DCTFinder Language Rules

Organization

You will find the language-specific rules in the distributed jar, under directory resources/data.

Inside this directory, resources are organized by languages (en_GB for British English, en_US for North American English, fr for French). The name of this directory MUST correspond to the output of java's Locale.toString() method.

Inside language directories, rules have the following organization:

  • vocabulary
  • tags
  • urls

vocabulary

Vocabulary directory contains two types of files:

  1. Trigger files:

    • trigger.txt contains words that are often associated to a publication date
    • anti-trigger.txt contains words that can be associated to a date, but very unlikely to a publication date
    • inside-trigger.txt contains words that are not date-specific but that often accompany date representations
    • post-trigger.txt contains words that often follow a publication date in a weg page.
  2. Date rules: two-column files associating a regular expression (1st column) and a normalized value

    • For numeric dates, a $Y$, $M$, $D$ corresponding to the year, the month and the day, to be associated to their corresponding group in the regular expression. For example:
      ([0123]?\d)[-./]([012]?\d)[-./]([2]\d\d\d) DMY
      means that the first group stands for the day, the second for the month and the third for the year.
    • For names of months, $Mn$, where $n$ is the number of the month between 1 and 12.
    • For days of the week, a number between 1 and 7 (1 is Monday, 7 is Sunday).
    • For times, a h, m, s corresponding to hours, minutes and seconds, to be associated to their corresponding group in the regular expression. For example,
      ([012]?\d):([012345]\d):([012345]\d) hms
      means that the first group stands for the hours, the second for the minutes and the third for the seconds.
      The H means that the group represents a half-day (see below)
    • For ordinals representing days (e.g. "1st"), the D corresponds to the first group of the left-side regular expression (first brackets)
    • For "half-days" (afternoon, morning, AM, PM), either H0 (AM) or H1 (PM)
    • The Z means that the group represents a time zone.
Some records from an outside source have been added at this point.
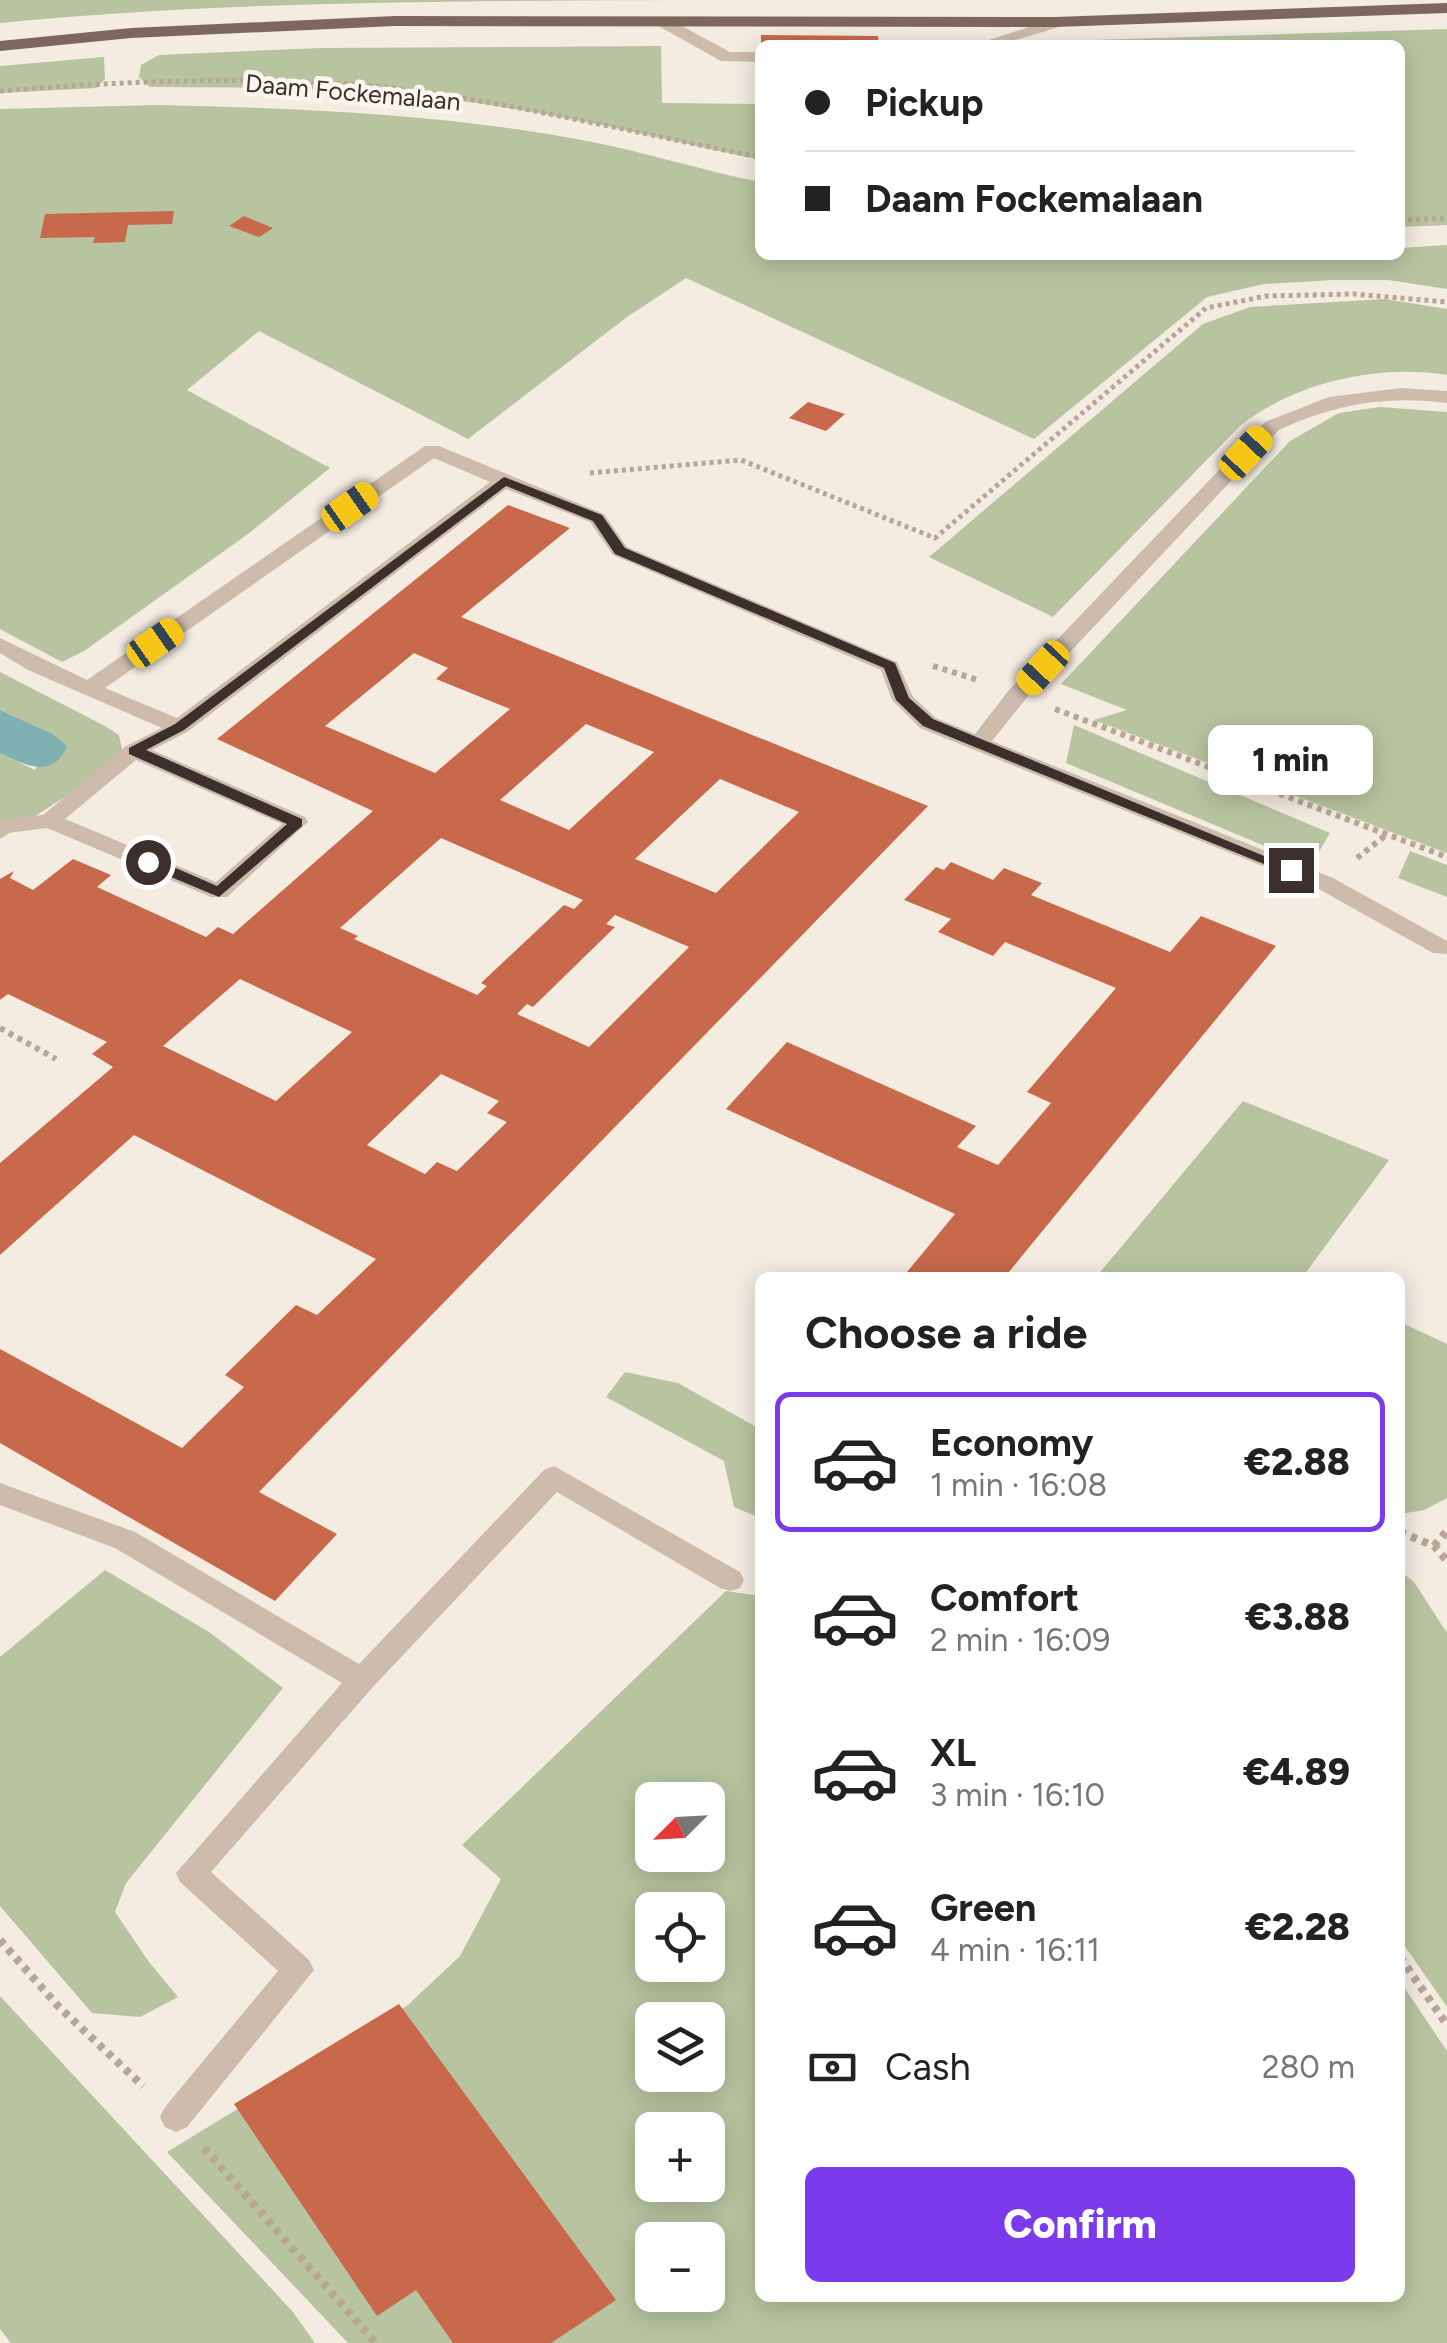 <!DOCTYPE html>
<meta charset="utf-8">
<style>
body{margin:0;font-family:Figtree,sans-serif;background:#f6f6f6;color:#222;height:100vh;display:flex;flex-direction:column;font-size:38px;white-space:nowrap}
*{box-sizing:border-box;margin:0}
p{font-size:32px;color:#767676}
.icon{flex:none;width:55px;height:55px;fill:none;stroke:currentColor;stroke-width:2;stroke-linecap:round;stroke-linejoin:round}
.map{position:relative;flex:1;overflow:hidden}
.side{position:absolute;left:755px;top:1272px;width:650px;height:1030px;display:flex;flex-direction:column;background:#fff;border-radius:15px;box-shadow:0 5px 25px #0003}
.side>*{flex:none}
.banner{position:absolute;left:755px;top:40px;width:650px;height:220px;border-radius:15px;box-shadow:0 5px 25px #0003;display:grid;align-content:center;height:220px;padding:0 50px;background:#fff}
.needle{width:65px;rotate:246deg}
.fabs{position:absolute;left:635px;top:1782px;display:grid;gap:20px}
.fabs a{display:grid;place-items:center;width:90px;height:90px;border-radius:15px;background:#fff;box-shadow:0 5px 25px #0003;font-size:50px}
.end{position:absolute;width:45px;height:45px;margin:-22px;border:12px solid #3b302b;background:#fff;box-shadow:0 0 0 5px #fff}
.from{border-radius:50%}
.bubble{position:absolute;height:70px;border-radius:15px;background:#fff;box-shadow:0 5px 25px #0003;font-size:32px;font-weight:800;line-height:70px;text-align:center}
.car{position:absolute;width:30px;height:60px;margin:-30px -15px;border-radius:12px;box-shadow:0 0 8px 2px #0007;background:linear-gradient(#f5c518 24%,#345 0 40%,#f5c518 0 76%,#345 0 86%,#f5c518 0)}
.banner b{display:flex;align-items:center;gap:35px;height:95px;font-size:38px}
.banner b+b{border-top:2px solid #e0e0e0}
.banner i{width:25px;height:25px;background:#222}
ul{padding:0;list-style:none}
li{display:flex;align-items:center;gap:30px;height:140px;margin:0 20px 15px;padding:0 30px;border:5px solid transparent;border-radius:15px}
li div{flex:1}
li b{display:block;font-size:38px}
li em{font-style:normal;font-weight:800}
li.active{border-color:#7c3aed}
li>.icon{width:90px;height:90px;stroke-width:1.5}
h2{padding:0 50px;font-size:45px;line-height:120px}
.pay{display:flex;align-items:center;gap:25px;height:110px;padding:0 50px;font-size:38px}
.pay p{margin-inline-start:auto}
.action{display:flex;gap:20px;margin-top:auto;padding:20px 50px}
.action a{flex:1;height:115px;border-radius:15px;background:#7c3aed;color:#fff;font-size:40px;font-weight:800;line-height:115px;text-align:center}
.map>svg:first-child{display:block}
.green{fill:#b8c4a0;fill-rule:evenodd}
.water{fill:#7fb0b2}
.building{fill:#c8694b;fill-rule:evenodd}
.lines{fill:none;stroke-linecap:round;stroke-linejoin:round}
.path-far2{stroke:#b9a596;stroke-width:5;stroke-dasharray:4 4;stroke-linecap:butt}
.path-far1{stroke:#b9a596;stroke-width:6;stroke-dasharray:5 5;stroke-linecap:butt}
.path{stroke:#b9a596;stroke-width:8;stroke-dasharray:6 6;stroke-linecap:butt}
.service{fill:#cdbbac;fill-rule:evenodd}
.primary{fill:#7d675c;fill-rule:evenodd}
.route{fill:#3b302b}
.labels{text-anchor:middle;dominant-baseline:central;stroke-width:9;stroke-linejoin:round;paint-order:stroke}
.far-street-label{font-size:25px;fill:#3b302b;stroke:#fbf5ee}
</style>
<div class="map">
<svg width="1447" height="2343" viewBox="0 0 1447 2343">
<rect width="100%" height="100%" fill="#f4ebe1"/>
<g class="green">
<path d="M0 0H706C472 1 233 0 0 23Z"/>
<path d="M1447 29V225L1400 227V45H1051L1061 41Z"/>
<path d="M661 46 662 103 760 104V160C658 138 558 113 454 100 353 88 251 87 150 87L139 77 141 65 159 55 320 48Z"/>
<path d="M104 57 105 79 96 88 0 93V66Z"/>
<path d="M157 105C300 108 442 114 582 140 642 151 700 170 760 182V255H1400V248L1447 245V289L1388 280H1332L1264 284 1207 297 1034 439 686 278 627 317 468 439 259 331 187 390 330 468 248 534 84 651 62 662 0 629V109Z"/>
<path d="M1385 299 1447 309V375C1378 364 1297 382 1241 425L1053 617 929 557 1203 324 1250 307Z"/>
<path d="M1380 407 1447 412V853L1094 720 1127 710 1061 684 1290 441 1339 413Z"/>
<path d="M0 672 105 726 119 735 123 754 89 781 0 839V753L35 770 51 733 0 710Z"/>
<path d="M1074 725 1330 833 1313 862 1296 859 1066 763Z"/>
<path d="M1410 851 1447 865V897L1398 878Z"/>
<path d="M1243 1101 1389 1160 1304 1275 1307 1277H1096Z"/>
<path d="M1400 1322 1447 1344V1498L1424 1510 1400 1514Z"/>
<path d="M625 1372 678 1383 760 1429V1518L734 1507 724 1461 606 1397Z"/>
<path d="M105 1570 209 1632 283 1688 126 1883 115 1912 149 1962 178 1997 140 2017 92 2013 0 1906V1657Z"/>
<path d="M1400 1571 1414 1582 1447 1633V2007L1400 1939Z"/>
<path d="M726 1591 760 1596V2298H1400V1981L1447 2051V2343H348L167 2152 408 2005 460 1956 501 1879 462 1845ZM652 1800H708V1855H652ZM652 1910H708V1965H652ZM652 2020H708V2075H652ZM652 2130H708V2185H652ZM652 2240H708V2295H652Z"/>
<path d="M0 1996 293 2312 315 2343H11L0 2329Z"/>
</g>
<path class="water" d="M0 710 51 733 67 746C53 780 25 765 0 753Z"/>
<g class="building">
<path d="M761 35 878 36 879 45H761Z"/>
<path d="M174 211 172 224 128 225 125 242 93 243 95 237 40 238 45 214Z"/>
<path d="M244 216 273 228 259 237 229 226Z"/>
<path d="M808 402 845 414 826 431 789 418Z"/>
<path d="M508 505 570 528 461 617 928 806 259 1492 337 1534 275 1601 0 1443V1349L182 1448 244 1387 225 1375 296 1305 317 1315 376 1259 134 1135 0 1255V1163L113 1067 92 1054 107 1042 8 994 0 1000V879L14 871 10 878 33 890 73 859 111 875 97 887 206 937 218 927 233 934 373 811 217 739ZM414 653 448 668 436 679 510 709 435 773 325 726ZM586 724 654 752 569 830 500 800ZM720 779 799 812 716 893 635 859ZM441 838 583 900 574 909 564 905 481 983 487 986 477 995 354 939 358 936 340 928ZM615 915 689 947 589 1047 517 1014 527 1004 533 1007 615 927 606 924ZM240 979 352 1032 276 1101 163 1046ZM441 1074 499 1101 487 1113 507 1122 457 1171 437 1162 425 1174 367 1145Z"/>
<path d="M951 862 993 880 1004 868 1042 883 1031 895 1170 952 1201 916 1276 946 1004 1278H902L955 1214 726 1109 787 1042 976 1126 957 1147 998 1165 1051 1103 1027 1092 1116 988 1005 942 993 956 938 932 951 919 904 900 936 867 944 870Z"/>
<path d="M399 2004 616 2300 551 2343H453L416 2290 377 2316 234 2104Z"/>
</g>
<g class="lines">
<g class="path-far2">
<path d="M0 91C138 80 295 73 432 93 542 110 651 136 760 157"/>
<path d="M1400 220 1447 218"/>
<path d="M590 473 741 460 935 538 1206 308 1266 296 1353 294 1447 302"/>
</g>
<g class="path-far1">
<path d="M933 666 978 680"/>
<path d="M1055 709 1447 857"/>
<path d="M1357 858 1386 835"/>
<path d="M0 1028 56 1059"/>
</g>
<g class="path">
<path d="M1400 1532 1434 1546 1447 1561"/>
<path d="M1434 1546 1447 1531"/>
<path d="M0 1940 59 2007 143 2086"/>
<path d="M1400 1957 1447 2025"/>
<path d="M204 2148 376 2343"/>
</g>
<g class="service">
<path d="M1060 17 1068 22 1066 25 999 45H973Z"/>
<path d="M655 18H667L730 52H760V62L721 61 655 24Z"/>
<path d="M1401 388 1447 391V403C1386 395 1334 404 1279 430L1025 700 992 741 1333 878 1447 941V954L1433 953 1317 888 920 728 892 700 881 670 613 555 590 522 506 489 187 732 152 750 305 817 308 822 227 897H211L47 828 0 834V820L43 815 126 746 162 728 28 670 0 653V638L87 680 425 446H439L604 514 627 547 897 662 913 697 936 718 975 734 1009 690 1265 422 1329 397ZM434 458 490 482 177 718 105 688ZM136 760 282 824 216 882 65 819Z"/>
<path d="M554 1466 740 1572 744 1580 740 1588 730 1591 720 1588 557 1492 372 1688 211 1872 309 1960 314 1970 187 2127 176 2132 165 2127 160 2117 165 2107 278 1971 180 1882 176 1873 342 1683 115 1548 0 1505V1483L135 1532 359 1664 544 1470Z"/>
</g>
<path class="primary" d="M1447 3V13L1055 27 395 26 131 38 0 51V41L131 28 395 16 1055 17Z"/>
</g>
<path class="route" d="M504 477 602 515 625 548 895 663 909 698 933 719 1298 870 1286 873 923 726 896 700 884 668 615 554 593 521 506 486 184 730 146 750 302 819V826L219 897 142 865V858H153L217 886 287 824 129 754V748L175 724Z"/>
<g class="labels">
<g class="far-street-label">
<text transform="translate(353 92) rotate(5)">Daam Fockemalaan</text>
</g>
</g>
</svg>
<div class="fabs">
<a><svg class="needle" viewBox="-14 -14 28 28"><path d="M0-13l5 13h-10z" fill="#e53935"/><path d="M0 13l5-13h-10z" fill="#767676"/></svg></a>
<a><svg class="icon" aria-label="locate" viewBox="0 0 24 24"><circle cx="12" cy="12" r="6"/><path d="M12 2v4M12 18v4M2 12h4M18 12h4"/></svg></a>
<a><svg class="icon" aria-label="layers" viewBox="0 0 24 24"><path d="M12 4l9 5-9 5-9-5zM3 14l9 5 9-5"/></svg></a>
<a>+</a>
<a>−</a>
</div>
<i class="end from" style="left:148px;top:862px"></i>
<i class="end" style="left:1291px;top:870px"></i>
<div class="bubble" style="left:1208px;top:725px;width:165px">1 min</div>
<i class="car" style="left:1246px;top:453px;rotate:43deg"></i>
<i class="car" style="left:350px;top:507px;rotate:55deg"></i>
<i class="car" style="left:155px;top:643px;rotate:55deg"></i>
<i class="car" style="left:1043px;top:668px;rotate:223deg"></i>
<div class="banner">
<b><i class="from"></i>Pickup</b>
<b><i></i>Daam Fockemalaan</b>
</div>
<section class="side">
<h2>Choose a ride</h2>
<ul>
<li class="active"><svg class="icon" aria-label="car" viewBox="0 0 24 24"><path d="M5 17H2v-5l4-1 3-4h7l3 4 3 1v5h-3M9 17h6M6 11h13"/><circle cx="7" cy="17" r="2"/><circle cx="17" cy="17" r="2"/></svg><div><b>Economy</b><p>1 min · 16:08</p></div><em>€2.88</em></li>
<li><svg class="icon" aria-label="car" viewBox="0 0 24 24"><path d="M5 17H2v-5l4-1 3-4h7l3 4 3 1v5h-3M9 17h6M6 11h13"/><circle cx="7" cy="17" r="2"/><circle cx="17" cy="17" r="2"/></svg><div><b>Comfort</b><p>2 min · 16:09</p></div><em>€3.88</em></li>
<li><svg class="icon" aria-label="car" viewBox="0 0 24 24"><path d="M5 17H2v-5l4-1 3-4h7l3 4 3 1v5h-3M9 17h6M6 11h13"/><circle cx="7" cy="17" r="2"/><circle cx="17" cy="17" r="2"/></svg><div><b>XL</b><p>3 min · 16:10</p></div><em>€4.89</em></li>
<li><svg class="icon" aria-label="car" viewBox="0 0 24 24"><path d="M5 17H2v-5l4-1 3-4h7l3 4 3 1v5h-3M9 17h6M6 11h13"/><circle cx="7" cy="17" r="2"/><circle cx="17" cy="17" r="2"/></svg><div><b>Green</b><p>4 min · 16:11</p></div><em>€2.28</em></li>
</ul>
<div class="pay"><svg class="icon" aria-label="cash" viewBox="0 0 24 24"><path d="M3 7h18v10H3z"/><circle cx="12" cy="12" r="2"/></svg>Cash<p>280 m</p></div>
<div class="action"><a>Confirm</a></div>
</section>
</div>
Important! If you remove or add a file from this vocabulary directory, run the script compile-rules.sh to update the list of rule files.

tags

  • time-tag-trigger.txt contains regular expressions matching texts that can be used in the class or id attributes of HTML tags containing only a date.
  • title-tag-trigger.txt contains regular expressions matching texts that can be used in the class or id attributes of HTML tags containing the title of the web page.
  • title-tag-anti-trigger.txt contains regular expressions matching texts that can NEVER be used in the class or id attributes of HTML tags containing the title of the web page.

urls

Following the same format as vocabulary files, the rules contained in the file date-in-url.txt will be used to match the URL of the web page, in order to extract a date from this URL, if existing.